Opinion 18-120

September 6, 2018


Digest:         A full-time judge may provide informal, uncompensated legal advice to adult relatives involved in pending or impending civil or criminal proceedings, but may not participate in discussions with their retained counsel, as that constitutes the prohibited practice of law. To avoid even the appearance of impropriety, the judge must not attend meetings with counsel.


Rules:          22 NYCRR 100.0(I); 100.2; 100.2(A); 100.2(C); 100.4(G); 100.6(B)(2); Opinions 14-89; 14-80; 14-03; 13-68; 11-55; 06-155; 03-129; 01-78; 92-118.


         A full-time judge’s adult second degree relatives have been sued civilly and are under investigation criminally. They retained counsel recommended by the judge who asks if he/she may discuss these matters with his/her relatives, including in the presence of their attorneys, and whether the judge may discuss the matters directly with the lawyers without the family members present.

         A judge must always avoid even the appearance of impropriety (see 22 NYCRR 100.2) and must always act to promote public confidence in the judiciary’s integrity and impartiality (see 22 NYCRR 100.2[A]). Thus, a judge may not lend judicial prestige to advance any private interests (see 22 NYCRR 100.2[C]). Also, a full-time judge “shall not practice law [but] may, without compensation, give legal advice to a member of the judge’s family” (22 NYCRR 100.4[G]; see also 22 NYCRR 100.0[I] [“member of the judge’s family” means “a spouse, child, grandchild, parent, grandparent or other relative or person with whom the judge maintains a close familial relationship”]; Opinion 14-89 [“member of the judge’s family” presumptively sixth degree relatives]).

         Because the practice of law is absolutely prohibited, a full-time judge “may not serve as [his/her] parent’s attorney during [an] eviction proceeding” (Opinion 13-68); may not prepare wills (see Opinion 03-129); may not represent his/her child at a real estate closing (see Opinion 92-118); may not serve as the attorney of a parent’s estate, even though permissibly serving as the estate’s executor (see Opinion 14-03); and may not be “an [added] signatory on his/her sibling’s law office escrow account, in the event that the sibling dies or becomes disabled” (Opinion 06-155).

         We previously stated, without discussion or analysis, that a full-time judge may provide “informal, uncompensated legal advice and assistance to his/her spouse in the selection of, and consultation with, counsel to represent the spouse in a proposed class action or other proceeding” involving the spouse’s employment-related claims against the Office of Court Administration (Opinion 11-55 [emphasis added]).1 However, in Opinion 14-80, we clarified the practice of law includes active and ongoing discussions with another attorney about a client’s legal matter. We have recognized “the practice of law is not confined to appearances in court, but includes all actions taken on behalf of clients in matters connected with the law” (Opinion 01-78). Thus, we said a part-time judge who was ethically barred from practicing in a particular court2 must not provide “behind-the scenes advice and assistance” to a criminal defendant in that court by (1) contacting the defendant’s assigned counsel to “determine the charges, obtain photocopies of all relevant documents,” and, based on that conversation, determining the prosecutor’s position on the charges; (2) “continu[ing] ongoing discussions” with assigned counsel regarding “the charges, treatment and the offer etc.”; and (3) discussing all these matters with the defendant and his/her relatives “so all are on the same page and have a full understanding of what is occurring” (Opinion 14-80). Rather, we concluded that “the advice and assistance the inquiring judge wishe[d] to provide the defendant likewise constitute[d] the practice of law” (id.).

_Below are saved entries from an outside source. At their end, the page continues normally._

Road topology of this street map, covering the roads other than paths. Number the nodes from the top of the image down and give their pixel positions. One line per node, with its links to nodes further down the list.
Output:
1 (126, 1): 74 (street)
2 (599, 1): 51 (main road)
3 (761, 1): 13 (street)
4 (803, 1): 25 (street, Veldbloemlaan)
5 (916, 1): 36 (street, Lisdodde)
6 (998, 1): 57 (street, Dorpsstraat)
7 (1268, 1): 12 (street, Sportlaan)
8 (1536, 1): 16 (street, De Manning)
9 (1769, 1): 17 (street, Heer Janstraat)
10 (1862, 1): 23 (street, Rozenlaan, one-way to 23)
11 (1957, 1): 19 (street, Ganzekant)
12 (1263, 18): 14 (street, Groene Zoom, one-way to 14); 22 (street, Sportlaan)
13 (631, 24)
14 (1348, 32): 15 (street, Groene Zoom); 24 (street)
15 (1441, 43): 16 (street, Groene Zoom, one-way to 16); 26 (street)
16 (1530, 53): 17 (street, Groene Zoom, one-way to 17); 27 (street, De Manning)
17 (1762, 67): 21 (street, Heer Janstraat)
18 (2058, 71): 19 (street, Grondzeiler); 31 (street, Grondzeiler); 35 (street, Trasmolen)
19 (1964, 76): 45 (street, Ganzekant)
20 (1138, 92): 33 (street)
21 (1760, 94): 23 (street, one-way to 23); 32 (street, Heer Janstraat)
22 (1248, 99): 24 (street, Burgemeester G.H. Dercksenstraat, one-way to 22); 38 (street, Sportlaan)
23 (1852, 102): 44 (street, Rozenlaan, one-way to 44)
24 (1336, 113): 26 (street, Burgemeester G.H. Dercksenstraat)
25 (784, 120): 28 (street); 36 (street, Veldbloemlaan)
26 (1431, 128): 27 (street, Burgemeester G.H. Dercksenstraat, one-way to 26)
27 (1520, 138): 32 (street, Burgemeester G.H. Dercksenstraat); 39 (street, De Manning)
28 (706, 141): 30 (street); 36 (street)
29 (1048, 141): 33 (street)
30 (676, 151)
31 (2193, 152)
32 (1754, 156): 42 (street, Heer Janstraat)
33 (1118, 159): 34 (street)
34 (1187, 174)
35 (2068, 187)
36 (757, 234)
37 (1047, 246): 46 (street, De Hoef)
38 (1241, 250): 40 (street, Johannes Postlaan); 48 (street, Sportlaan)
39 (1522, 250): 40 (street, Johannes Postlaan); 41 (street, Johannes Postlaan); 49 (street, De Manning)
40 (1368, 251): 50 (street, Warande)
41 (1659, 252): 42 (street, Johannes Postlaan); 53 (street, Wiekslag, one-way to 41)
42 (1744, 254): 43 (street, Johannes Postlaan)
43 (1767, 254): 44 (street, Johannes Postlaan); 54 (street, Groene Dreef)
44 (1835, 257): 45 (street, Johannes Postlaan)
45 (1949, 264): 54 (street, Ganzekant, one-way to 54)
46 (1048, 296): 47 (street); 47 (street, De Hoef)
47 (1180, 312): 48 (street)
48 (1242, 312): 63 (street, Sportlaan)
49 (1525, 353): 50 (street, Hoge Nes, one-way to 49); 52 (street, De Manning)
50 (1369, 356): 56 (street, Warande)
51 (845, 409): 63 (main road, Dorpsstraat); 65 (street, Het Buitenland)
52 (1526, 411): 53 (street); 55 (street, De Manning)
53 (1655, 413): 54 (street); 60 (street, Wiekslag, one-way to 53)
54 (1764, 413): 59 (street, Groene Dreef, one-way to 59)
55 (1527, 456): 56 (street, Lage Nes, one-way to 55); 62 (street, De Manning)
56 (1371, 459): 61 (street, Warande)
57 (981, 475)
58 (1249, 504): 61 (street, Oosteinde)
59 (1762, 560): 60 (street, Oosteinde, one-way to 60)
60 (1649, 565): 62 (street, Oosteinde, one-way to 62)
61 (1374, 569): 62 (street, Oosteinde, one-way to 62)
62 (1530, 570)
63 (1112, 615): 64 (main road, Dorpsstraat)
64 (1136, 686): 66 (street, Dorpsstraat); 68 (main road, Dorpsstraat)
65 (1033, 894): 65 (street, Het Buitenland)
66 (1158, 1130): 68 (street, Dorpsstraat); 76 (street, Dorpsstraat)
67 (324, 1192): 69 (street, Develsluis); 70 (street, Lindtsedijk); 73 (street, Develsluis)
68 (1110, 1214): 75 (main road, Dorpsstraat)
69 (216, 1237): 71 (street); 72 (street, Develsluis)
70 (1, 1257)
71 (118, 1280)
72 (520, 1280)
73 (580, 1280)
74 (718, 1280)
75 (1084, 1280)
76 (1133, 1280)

         Thus, while this full-time judge may retain or assist in retaining an attorney for adult relatives who are involved in pending or impending civil or criminal proceedings (see e.g. Opinion 13-68), and may continue to provide informal legal advice directly to these relatives (see 22 NYCRR 100.4[G]), he/she may not discuss or strategize about the matters directly with retained counsel, whether or not his/her relatives are present, as to do so constitutes the impermissible practice of law and/or creates the appearance the judge was essentially serving as co-counsel.

          Indeed, to avoid even an appearance of impropriety, the judge must not be present in person, by telephone or otherwise, during the relatives’ meetings with their retained attorneys.



         1 At this time, we do not have occasion to reconsider Opinion 11-55, which involved a judge’s spouse, who presumably shares a household and finances with the judge, unlike the adult relatives under consideration here.

           2 The part-time lawyer judge in Opinion 14-80 could not appear in the friend’s criminal case because it was before another part-time lawyer judge in the same county (see 22 NYCRR 100.6[B][2]).